## Aim of the exercise
Scan the entries below. Return every line that includes "Thornton".

Saved data entries:
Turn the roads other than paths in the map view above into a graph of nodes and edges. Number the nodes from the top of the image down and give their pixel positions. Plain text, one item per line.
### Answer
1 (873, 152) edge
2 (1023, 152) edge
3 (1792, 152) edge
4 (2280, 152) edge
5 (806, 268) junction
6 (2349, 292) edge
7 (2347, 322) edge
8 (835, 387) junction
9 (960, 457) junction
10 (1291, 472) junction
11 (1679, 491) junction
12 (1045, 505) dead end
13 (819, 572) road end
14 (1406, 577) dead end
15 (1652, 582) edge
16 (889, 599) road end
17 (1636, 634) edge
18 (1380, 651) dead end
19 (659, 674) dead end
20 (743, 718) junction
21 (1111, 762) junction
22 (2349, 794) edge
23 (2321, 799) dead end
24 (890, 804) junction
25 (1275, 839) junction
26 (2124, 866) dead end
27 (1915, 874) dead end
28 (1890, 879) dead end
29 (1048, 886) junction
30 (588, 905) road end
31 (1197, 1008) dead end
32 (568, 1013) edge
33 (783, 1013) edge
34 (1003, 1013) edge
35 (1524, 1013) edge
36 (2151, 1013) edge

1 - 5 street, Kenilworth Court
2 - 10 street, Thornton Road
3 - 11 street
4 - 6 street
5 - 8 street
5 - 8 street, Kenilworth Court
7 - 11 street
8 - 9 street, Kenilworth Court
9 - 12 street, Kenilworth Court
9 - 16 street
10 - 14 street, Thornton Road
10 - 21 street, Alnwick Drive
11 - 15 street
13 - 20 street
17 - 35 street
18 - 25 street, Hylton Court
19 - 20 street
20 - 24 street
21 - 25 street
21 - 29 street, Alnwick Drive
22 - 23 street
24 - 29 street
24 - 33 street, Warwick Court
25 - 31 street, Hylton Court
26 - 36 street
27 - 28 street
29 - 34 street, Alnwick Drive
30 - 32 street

## Exercise solution
2 - 10 street, Thornton Road
10 - 14 street, Thornton Road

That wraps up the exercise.